→ GOAL OF THE EXERCISE
Output the entries that follow, word for word.

→ DATA
──────────

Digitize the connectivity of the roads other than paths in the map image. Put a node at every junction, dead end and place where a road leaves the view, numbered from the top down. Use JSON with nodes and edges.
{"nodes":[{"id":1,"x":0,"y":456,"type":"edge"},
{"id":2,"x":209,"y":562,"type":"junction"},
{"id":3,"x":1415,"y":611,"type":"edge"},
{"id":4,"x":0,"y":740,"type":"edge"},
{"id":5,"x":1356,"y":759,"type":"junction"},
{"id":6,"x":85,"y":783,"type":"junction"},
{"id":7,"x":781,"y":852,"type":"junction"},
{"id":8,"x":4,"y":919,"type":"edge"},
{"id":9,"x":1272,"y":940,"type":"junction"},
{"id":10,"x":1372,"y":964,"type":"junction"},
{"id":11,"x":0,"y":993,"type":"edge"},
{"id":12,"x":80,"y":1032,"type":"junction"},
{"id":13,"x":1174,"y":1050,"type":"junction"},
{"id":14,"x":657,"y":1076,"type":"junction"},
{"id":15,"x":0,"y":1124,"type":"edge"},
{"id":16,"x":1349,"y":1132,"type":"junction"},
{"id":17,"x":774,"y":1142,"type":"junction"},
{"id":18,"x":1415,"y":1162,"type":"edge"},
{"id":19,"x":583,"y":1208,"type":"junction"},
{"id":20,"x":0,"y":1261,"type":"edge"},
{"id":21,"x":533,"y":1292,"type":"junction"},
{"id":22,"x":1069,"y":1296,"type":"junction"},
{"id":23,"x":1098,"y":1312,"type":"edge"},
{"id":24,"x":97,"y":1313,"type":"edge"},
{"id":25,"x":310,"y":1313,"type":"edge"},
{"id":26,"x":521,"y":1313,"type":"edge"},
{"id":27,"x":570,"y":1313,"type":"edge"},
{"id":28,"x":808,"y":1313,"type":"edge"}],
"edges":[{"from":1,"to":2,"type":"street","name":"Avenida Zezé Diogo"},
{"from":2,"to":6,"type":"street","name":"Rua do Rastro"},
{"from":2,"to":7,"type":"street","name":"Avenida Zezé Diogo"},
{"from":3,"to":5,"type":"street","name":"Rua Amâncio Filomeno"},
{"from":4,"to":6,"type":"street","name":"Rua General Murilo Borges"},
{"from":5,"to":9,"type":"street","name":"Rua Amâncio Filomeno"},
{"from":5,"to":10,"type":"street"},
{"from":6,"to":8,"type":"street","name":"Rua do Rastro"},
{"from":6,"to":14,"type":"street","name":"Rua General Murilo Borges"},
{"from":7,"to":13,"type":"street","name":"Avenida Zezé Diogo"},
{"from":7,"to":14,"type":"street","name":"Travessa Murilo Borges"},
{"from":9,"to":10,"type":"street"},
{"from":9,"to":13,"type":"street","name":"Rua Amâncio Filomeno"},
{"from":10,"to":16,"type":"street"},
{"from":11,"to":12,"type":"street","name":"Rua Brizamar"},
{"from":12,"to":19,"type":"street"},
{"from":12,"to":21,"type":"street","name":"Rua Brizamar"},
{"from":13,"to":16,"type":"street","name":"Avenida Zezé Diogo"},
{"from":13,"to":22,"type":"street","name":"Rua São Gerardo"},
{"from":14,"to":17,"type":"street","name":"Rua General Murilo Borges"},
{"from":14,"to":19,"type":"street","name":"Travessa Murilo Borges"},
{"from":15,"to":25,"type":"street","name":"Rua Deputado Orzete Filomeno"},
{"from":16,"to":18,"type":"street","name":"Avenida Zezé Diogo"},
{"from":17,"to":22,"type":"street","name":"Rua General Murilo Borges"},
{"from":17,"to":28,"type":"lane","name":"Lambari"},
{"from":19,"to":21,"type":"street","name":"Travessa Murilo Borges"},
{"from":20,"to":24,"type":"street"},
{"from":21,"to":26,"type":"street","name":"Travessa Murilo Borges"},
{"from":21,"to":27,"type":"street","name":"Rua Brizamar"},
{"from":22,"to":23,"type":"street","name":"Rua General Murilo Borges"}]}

──────────

→ YOUR SOLUTION
Digitize the connectivity of the roads other than paths in the map image. Put a node at every junction, dead end and place where a road leaves the view, numbered from the top down. Use JSON with nodes and edges.
{"nodes":[{"id":1,"x":0,"y":456,"type":"edge"},
{"id":2,"x":209,"y":562,"type":"junction"},
{"id":3,"x":1415,"y":611,"type":"edge"},
{"id":4,"x":0,"y":740,"type":"edge"},
{"id":5,"x":1356,"y":759,"type":"junction"},
{"id":6,"x":85,"y":783,"type":"junction"},
{"id":7,"x":781,"y":852,"type":"junction"},
{"id":8,"x":4,"y":919,"type":"edge"},
{"id":9,"x":1272,"y":940,"type":"junction"},
{"id":10,"x":1372,"y":964,"type":"junction"},
{"id":11,"x":0,"y":993,"type":"edge"},
{"id":12,"x":80,"y":1032,"type":"junction"},
{"id":13,"x":1174,"y":1050,"type":"junction"},
{"id":14,"x":657,"y":1076,"type":"junction"},
{"id":15,"x":0,"y":1124,"type":"edge"},
{"id":16,"x":1349,"y":1132,"type":"junction"},
{"id":17,"x":774,"y":1142,"type":"junction"},
{"id":18,"x":1415,"y":1162,"type":"edge"},
{"id":19,"x":583,"y":1208,"type":"junction"},
{"id":20,"x":0,"y":1261,"type":"edge"},
{"id":21,"x":533,"y":1292,"type":"junction"},
{"id":22,"x":1069,"y":1296,"type":"junction"},
{"id":23,"x":1098,"y":1312,"type":"edge"},
{"id":24,"x":97,"y":1313,"type":"edge"},
{"id":25,"x":310,"y":1313,"type":"edge"},
{"id":26,"x":521,"y":1313,"type":"edge"},
{"id":27,"x":570,"y":1313,"type":"edge"},
{"id":28,"x":808,"y":1313,"type":"edge"}],
"edges":[{"from":1,"to":2,"type":"street","name":"Avenida Zezé Diogo"},
{"from":2,"to":6,"type":"street","name":"Rua do Rastro"},
{"from":2,"to":7,"type":"street","name":"Avenida Zezé Diogo"},
{"from":3,"to":5,"type":"street","name":"Rua Amâncio Filomeno"},
{"from":4,"to":6,"type":"street","name":"Rua General Murilo Borges"},
{"from":5,"to":9,"type":"street","name":"Rua Amâncio Filomeno"},
{"from":5,"to":10,"type":"street"},
{"from":6,"to":8,"type":"street","name":"Rua do Rastro"},
{"from":6,"to":14,"type":"street","name":"Rua General Murilo Borges"},
{"from":7,"to":13,"type":"street","name":"Avenida Zezé Diogo"},
{"from":7,"to":14,"type":"street","name":"Travessa Murilo Borges"},
{"from":9,"to":10,"type":"street"},
{"from":9,"to":13,"type":"street","name":"Rua Amâncio Filomeno"},
{"from":10,"to":16,"type":"street"},
{"from":11,"to":12,"type":"street","name":"Rua Brizamar"},
{"from":12,"to":19,"type":"street"},
{"from":12,"to":21,"type":"street","name":"Rua Brizamar"},
{"from":13,"to":16,"type":"street","name":"Avenida Zezé Diogo"},
{"from":13,"to":22,"type":"street","name":"Rua São Gerardo"},
{"from":14,"to":17,"type":"street","name":"Rua General Murilo Borges"},
{"from":14,"to":19,"type":"street","name":"Travessa Murilo Borges"},
{"from":15,"to":25,"type":"street","name":"Rua Deputado Orzete Filomeno"},
{"from":16,"to":18,"type":"street","name":"Avenida Zezé Diogo"},
{"from":17,"to":22,"type":"street","name":"Rua General Murilo Borges"},
{"from":17,"to":28,"type":"lane","name":"Lambari"},
{"from":19,"to":21,"type":"street","name":"Travessa Murilo Borges"},
{"from":20,"to":24,"type":"street"},
{"from":21,"to":26,"type":"street","name":"Travessa Murilo Borges"},
{"from":21,"to":27,"type":"street","name":"Rua Brizamar"},
{"from":22,"to":23,"type":"street","name":"Rua General Murilo Borges"}]}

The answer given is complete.